PROBLEM TO WORK ON: In this exercise, reproduce the whole listing exactly.

PROVIDED ENTRIES:
- - -
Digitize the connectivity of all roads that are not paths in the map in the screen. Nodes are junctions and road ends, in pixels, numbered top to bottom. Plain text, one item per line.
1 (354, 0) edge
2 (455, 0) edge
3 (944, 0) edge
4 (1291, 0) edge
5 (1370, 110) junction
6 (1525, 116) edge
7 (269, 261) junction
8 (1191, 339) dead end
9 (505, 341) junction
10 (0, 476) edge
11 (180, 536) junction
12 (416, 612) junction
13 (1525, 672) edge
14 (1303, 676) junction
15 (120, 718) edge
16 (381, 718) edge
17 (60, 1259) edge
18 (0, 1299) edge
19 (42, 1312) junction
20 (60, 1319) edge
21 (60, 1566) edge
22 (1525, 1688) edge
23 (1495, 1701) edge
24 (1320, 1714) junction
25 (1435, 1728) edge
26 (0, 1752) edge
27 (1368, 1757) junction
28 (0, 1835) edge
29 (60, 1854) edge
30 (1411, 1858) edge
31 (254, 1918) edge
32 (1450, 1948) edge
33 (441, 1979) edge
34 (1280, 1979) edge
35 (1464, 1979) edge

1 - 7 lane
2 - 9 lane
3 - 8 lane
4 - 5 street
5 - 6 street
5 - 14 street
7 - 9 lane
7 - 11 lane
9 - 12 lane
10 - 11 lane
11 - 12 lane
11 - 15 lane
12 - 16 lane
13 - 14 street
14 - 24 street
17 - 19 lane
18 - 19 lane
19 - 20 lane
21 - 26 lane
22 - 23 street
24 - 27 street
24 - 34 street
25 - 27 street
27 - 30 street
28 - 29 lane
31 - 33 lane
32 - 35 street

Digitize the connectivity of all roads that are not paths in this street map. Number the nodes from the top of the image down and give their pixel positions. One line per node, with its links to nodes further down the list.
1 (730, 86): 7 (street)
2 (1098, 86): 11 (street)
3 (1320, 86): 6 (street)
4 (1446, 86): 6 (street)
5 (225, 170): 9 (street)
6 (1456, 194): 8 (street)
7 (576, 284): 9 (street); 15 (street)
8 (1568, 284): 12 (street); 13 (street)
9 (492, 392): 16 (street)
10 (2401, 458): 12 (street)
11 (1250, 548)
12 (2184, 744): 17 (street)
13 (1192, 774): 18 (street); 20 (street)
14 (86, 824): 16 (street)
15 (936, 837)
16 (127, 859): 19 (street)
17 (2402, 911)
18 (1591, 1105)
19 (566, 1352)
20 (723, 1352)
- - -
RESPONSE BOX:
Digitize the connectivity of all roads that are not paths in the map in the screen. Nodes are junctions and road ends, in pixels, numbered top to bottom. Plain text, one item per line.
1 (354, 0) edge
2 (455, 0) edge
3 (944, 0) edge
4 (1291, 0) edge
5 (1370, 110) junction
6 (1525, 116) edge
7 (269, 261) junction
8 (1191, 339) dead end
9 (505, 341) junction
10 (0, 476) edge
11 (180, 536) junction
12 (416, 612) junction
13 (1525, 672) edge
14 (1303, 676) junction
15 (120, 718) edge
16 (381, 718) edge
17 (60, 1259) edge
18 (0, 1299) edge
19 (42, 1312) junction
20 (60, 1319) edge
21 (60, 1566) edge
22 (1525, 1688) edge
23 (1495, 1701) edge
24 (1320, 1714) junction
25 (1435, 1728) edge
26 (0, 1752) edge
27 (1368, 1757) junction
28 (0, 1835) edge
29 (60, 1854) edge
30 (1411, 1858) edge
31 (254, 1918) edge
32 (1450, 1948) edge
33 (441, 1979) edge
34 (1280, 1979) edge
35 (1464, 1979) edge

1 - 7 lane
2 - 9 lane
3 - 8 lane
4 - 5 street
5 - 6 street
5 - 14 street
7 - 9 lane
7 - 11 lane
9 - 12 lane
10 - 11 lane
11 - 12 lane
11 - 15 lane
12 - 16 lane
13 - 14 street
14 - 24 street
17 - 19 lane
18 - 19 lane
19 - 20 lane
21 - 26 lane
22 - 23 street
24 - 27 street
24 - 34 street
25 - 27 street
27 - 30 street
28 - 29 lane
31 - 33 lane
32 - 35 street

Digitize the connectivity of all roads that are not paths in this street map. Number the nodes from the top of the image down and give their pixel positions. One line per node, with its links to nodes further down the list.
1 (730, 86): 7 (street)
2 (1098, 86): 11 (street)
3 (1320, 86): 6 (street)
4 (1446, 86): 6 (street)
5 (225, 170): 9 (street)
6 (1456, 194): 8 (street)
7 (576, 284): 9 (street); 15 (street)
8 (1568, 284): 12 (street); 13 (street)
9 (492, 392): 16 (street)
10 (2401, 458): 12 (street)
11 (1250, 548)
12 (2184, 744): 17 (street)
13 (1192, 774): 18 (street); 20 (street)
14 (86, 824): 16 (street)
15 (936, 837)
16 (127, 859): 19 (street)
17 (2402, 911)
18 (1591, 1105)
19 (566, 1352)
20 (723, 1352)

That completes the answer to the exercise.